Saved data entries
*** Block opens ***
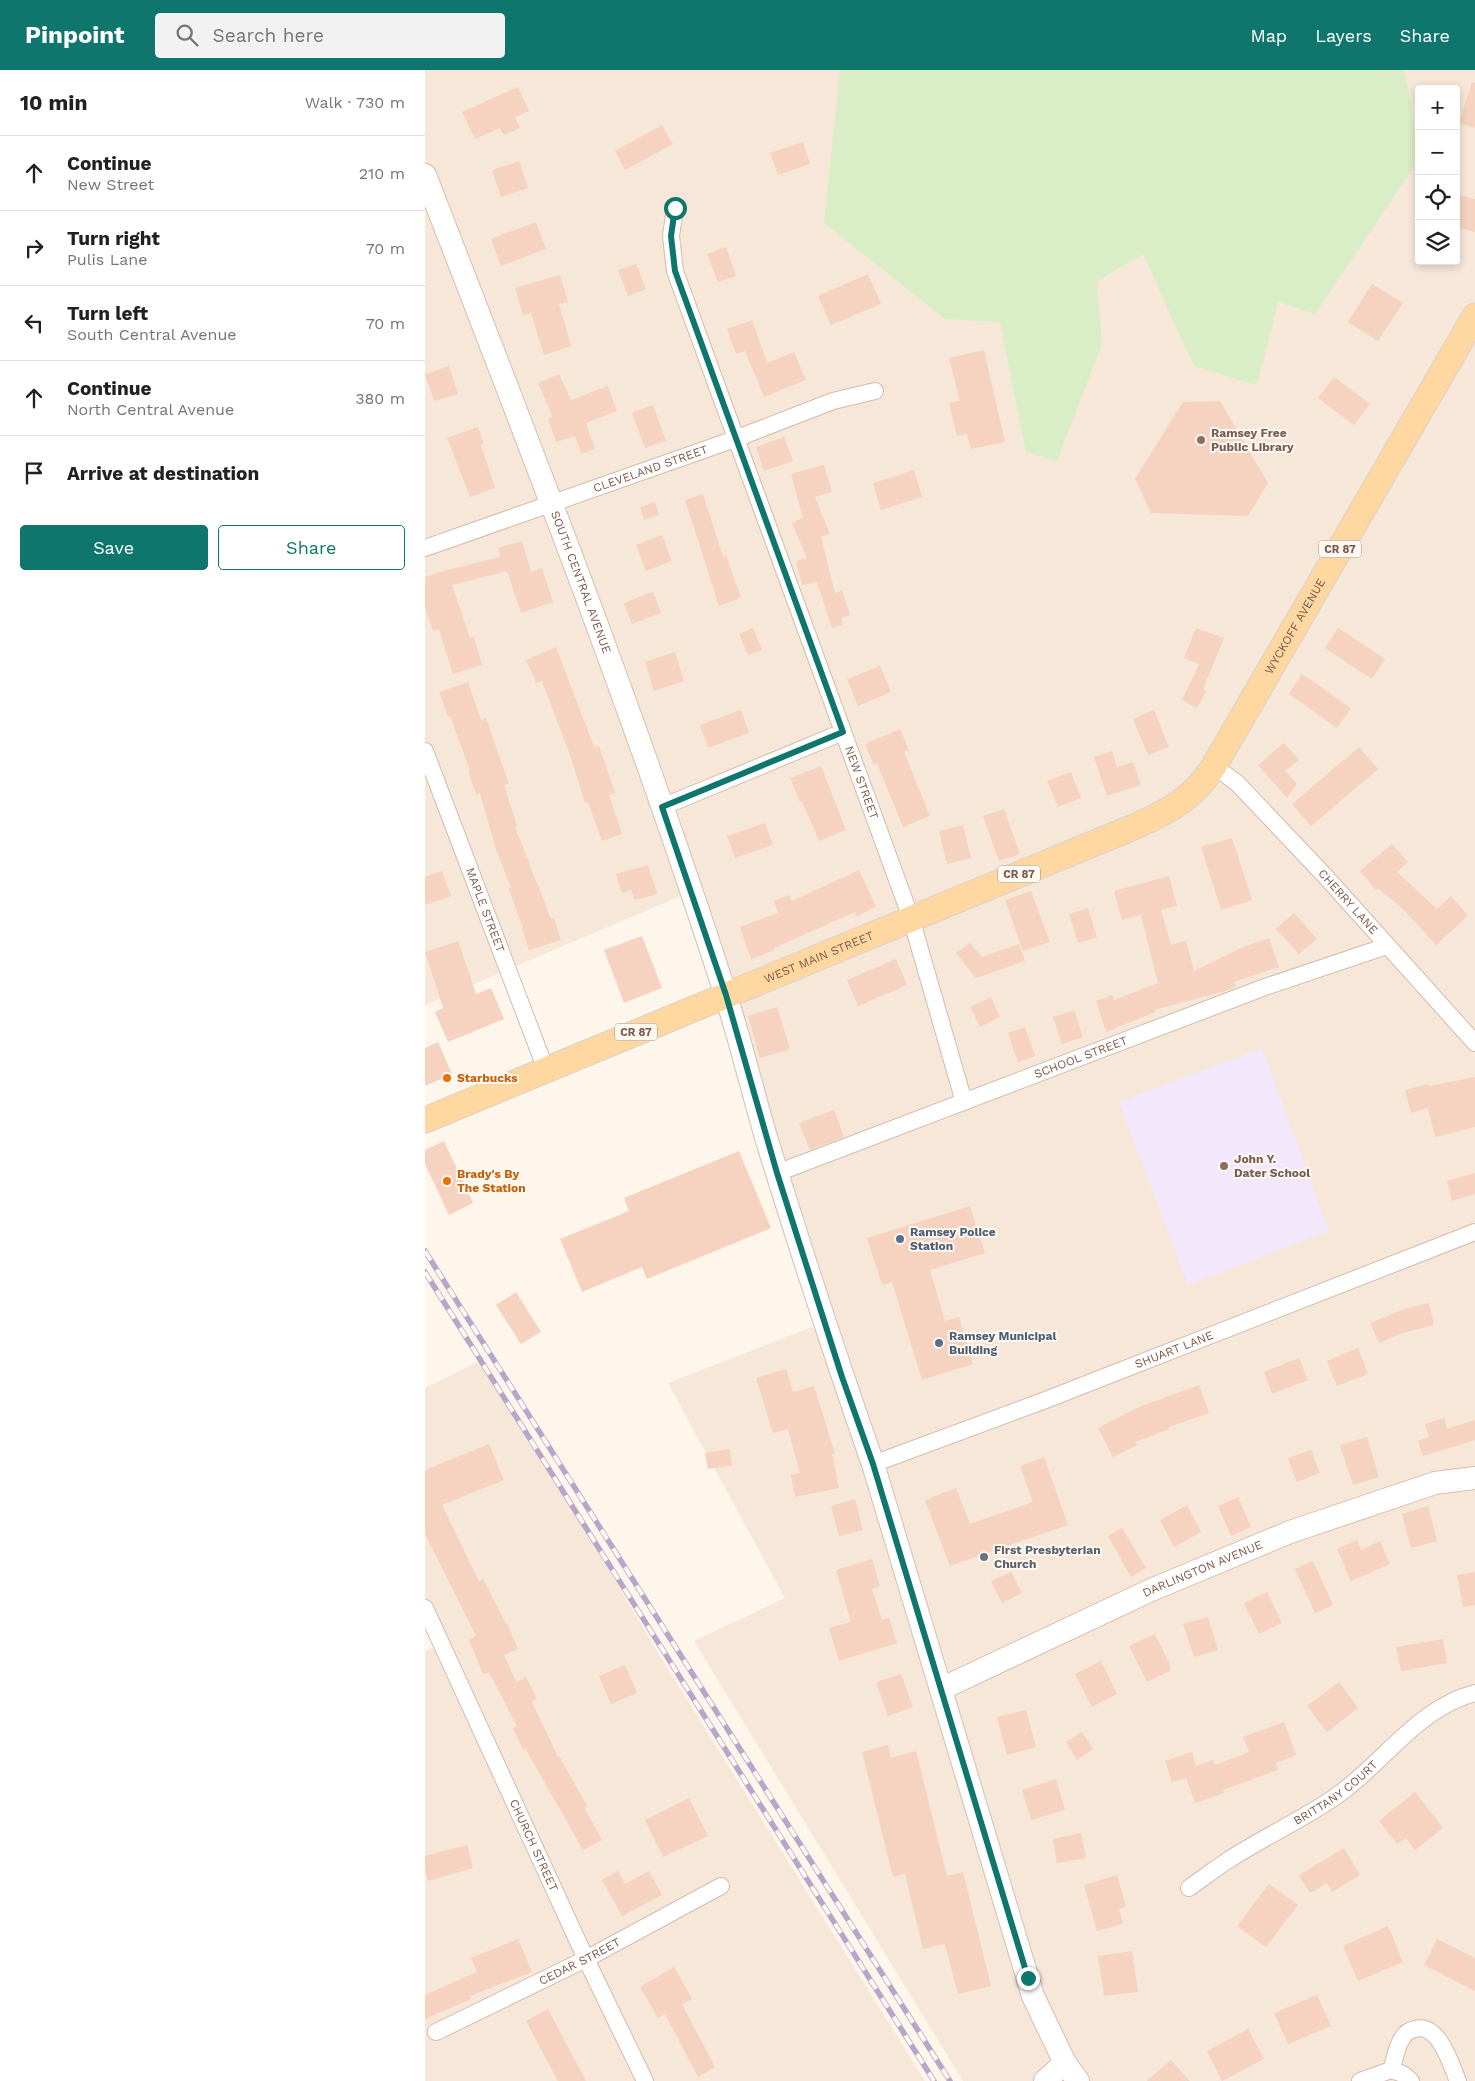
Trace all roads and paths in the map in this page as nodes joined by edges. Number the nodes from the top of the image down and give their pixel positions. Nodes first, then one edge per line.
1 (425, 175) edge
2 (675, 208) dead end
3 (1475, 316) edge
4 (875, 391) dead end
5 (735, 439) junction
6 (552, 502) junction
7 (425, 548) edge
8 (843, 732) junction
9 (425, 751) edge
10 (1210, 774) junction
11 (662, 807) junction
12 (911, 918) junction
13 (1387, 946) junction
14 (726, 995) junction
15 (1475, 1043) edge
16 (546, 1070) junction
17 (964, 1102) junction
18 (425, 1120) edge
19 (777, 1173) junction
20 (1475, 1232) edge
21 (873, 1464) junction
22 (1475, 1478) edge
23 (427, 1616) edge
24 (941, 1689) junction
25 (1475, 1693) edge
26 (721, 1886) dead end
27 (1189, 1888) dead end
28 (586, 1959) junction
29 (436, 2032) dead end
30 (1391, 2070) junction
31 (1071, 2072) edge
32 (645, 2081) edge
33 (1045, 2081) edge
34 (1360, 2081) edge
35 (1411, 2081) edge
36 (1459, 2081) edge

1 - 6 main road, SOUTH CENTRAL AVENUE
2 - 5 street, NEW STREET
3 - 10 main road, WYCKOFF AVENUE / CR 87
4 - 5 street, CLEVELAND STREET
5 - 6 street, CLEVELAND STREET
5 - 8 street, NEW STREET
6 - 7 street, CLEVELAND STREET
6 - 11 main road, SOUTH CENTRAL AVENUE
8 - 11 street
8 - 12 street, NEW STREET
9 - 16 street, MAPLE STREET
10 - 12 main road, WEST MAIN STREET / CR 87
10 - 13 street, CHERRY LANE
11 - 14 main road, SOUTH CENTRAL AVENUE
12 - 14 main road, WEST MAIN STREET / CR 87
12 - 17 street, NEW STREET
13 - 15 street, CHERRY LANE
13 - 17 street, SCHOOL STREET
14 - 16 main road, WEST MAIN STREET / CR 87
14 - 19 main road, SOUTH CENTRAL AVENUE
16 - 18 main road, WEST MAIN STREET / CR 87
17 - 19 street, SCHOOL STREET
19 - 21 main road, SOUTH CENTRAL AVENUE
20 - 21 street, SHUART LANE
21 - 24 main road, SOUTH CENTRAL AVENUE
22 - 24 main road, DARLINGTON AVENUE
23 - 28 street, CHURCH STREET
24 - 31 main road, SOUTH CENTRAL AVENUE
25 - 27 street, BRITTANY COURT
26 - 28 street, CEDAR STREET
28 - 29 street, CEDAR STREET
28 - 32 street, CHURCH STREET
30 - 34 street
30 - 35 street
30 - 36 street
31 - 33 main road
*** Block closes ***
■ ACTIVITY ■
When you transcribe the entries above, keep every word exact and leave out the pictures.

■ YOUR RESPONSE ■
Trace all roads and paths in the map in this page as nodes joined by edges. Number the nodes from the top of the image down and give their pixel positions. Nodes first, then one edge per line.
1 (425, 175) edge
2 (675, 208) dead end
3 (1475, 316) edge
4 (875, 391) dead end
5 (735, 439) junction
6 (552, 502) junction
7 (425, 548) edge
8 (843, 732) junction
9 (425, 751) edge
10 (1210, 774) junction
11 (662, 807) junction
12 (911, 918) junction
13 (1387, 946) junction
14 (726, 995) junction
15 (1475, 1043) edge
16 (546, 1070) junction
17 (964, 1102) junction
18 (425, 1120) edge
19 (777, 1173) junction
20 (1475, 1232) edge
21 (873, 1464) junction
22 (1475, 1478) edge
23 (427, 1616) edge
24 (941, 1689) junction
25 (1475, 1693) edge
26 (721, 1886) dead end
27 (1189, 1888) dead end
28 (586, 1959) junction
29 (436, 2032) dead end
30 (1391, 2070) junction
31 (1071, 2072) edge
32 (645, 2081) edge
33 (1045, 2081) edge
34 (1360, 2081) edge
35 (1411, 2081) edge
36 (1459, 2081) edge

1 - 6 main road, SOUTH CENTRAL AVENUE
2 - 5 street, NEW STREET
3 - 10 main road, WYCKOFF AVENUE / CR 87
4 - 5 street, CLEVELAND STREET
5 - 6 street, CLEVELAND STREET
5 - 8 street, NEW STREET
6 - 7 street, CLEVELAND STREET
6 - 11 main road, SOUTH CENTRAL AVENUE
8 - 11 street
8 - 12 street, NEW STREET
9 - 16 street, MAPLE STREET
10 - 12 main road, WEST MAIN STREET / CR 87
10 - 13 street, CHERRY LANE
11 - 14 main road, SOUTH CENTRAL AVENUE
12 - 14 main road, WEST MAIN STREET / CR 87
12 - 17 street, NEW STREET
13 - 15 street, CHERRY LANE
13 - 17 street, SCHOOL STREET
14 - 16 main road, WEST MAIN STREET / CR 87
14 - 19 main road, SOUTH CENTRAL AVENUE
16 - 18 main road, WEST MAIN STREET / CR 87
17 - 19 street, SCHOOL STREET
19 - 21 main road, SOUTH CENTRAL AVENUE
20 - 21 street, SHUART LANE
21 - 24 main road, SOUTH CENTRAL AVENUE
22 - 24 main road, DARLINGTON AVENUE
23 - 28 street, CHURCH STREET
24 - 31 main road, SOUTH CENTRAL AVENUE
25 - 27 street, BRITTANY COURT
26 - 28 street, CEDAR STREET
28 - 29 street, CEDAR STREET
28 - 32 street, CHURCH STREET
30 - 34 street
30 - 35 street
30 - 36 street
31 - 33 main road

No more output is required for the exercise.